Steaming is the process of cooking over hot water. The vegetables are often placed in a metal basket that is then placed over a pan of boiling water. The steam from the boiling water heats the vegetables in the basket, cooking them. Steaming a vegetable has many advantages over the more traditional vegetable preparation method of boiling.
Steamed and raw vegetables both retain many more of their vitamins and minerals than vegetables that are boiled. When people boil vegetables, they typically cook them for an extended period of time. They drain the water from the vegetables, rinsing away most of the nutrients as well.
The short period of time that a vegetable is steamed, as well as the fact that it is not immersed in water, allows it to retain most of its vitamins and minerals. Compare a plate of steamed green beans to a plate of boiled green beans. The steamed beans will be vibrantly green and crisp-tender, while the boiled beans will be a pale shade of green and very limp. It is easy to see which style retains more of its original, raw characteristics.
While most vegetable that are served raw are more nutritious than even steamed vegetable, steaming does have an advantage over raw. Many vegetables, such as broccoli, are difficult for some people to digest raw. Eating a wide variety of vegetables is an important component of a healthy lifestyle. If you avoid certain vegetables because they bother your stomach, you are shortchanging your health. Steaming vegetables that you find difficult to digest can make them easier on your stomach.
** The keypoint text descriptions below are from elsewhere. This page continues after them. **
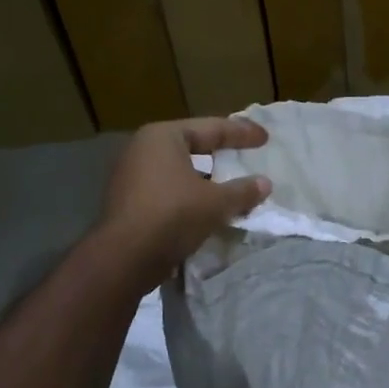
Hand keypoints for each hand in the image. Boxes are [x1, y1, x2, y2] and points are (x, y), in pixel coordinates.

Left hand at [99, 116, 272, 289]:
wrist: (124, 259)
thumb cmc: (172, 215)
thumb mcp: (216, 202)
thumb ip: (243, 191)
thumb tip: (265, 184)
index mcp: (163, 137)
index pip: (211, 128)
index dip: (241, 133)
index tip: (265, 138)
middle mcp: (142, 149)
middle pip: (192, 145)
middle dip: (220, 152)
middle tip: (245, 154)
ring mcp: (130, 175)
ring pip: (179, 170)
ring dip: (205, 178)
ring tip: (229, 184)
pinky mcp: (127, 201)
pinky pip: (167, 189)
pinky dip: (188, 194)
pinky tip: (206, 207)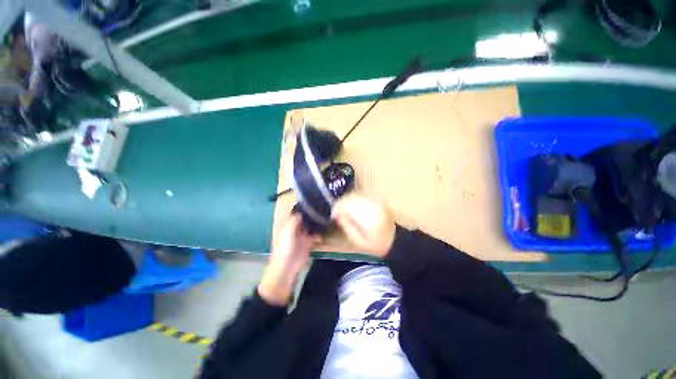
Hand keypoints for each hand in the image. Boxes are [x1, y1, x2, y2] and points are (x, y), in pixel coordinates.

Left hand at [259, 215, 320, 305]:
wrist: (287, 267)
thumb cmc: (285, 248)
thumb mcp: (288, 232)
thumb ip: (294, 221)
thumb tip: (301, 213)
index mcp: (290, 225)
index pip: (298, 214)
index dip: (305, 209)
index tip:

Steamed and raw vegetables can be dressed up in a variety of ways. If your favorite vegetable recipes call for cheese sauce or French fried onions, don’t get discouraged. A drizzle of olive oil, the addition of spices such as rosemary or sage or some coarsely ground sea salt can all liven up the taste of steamed and raw vegetables. It may take some trial and error to find your favorite combination, but keep experimenting.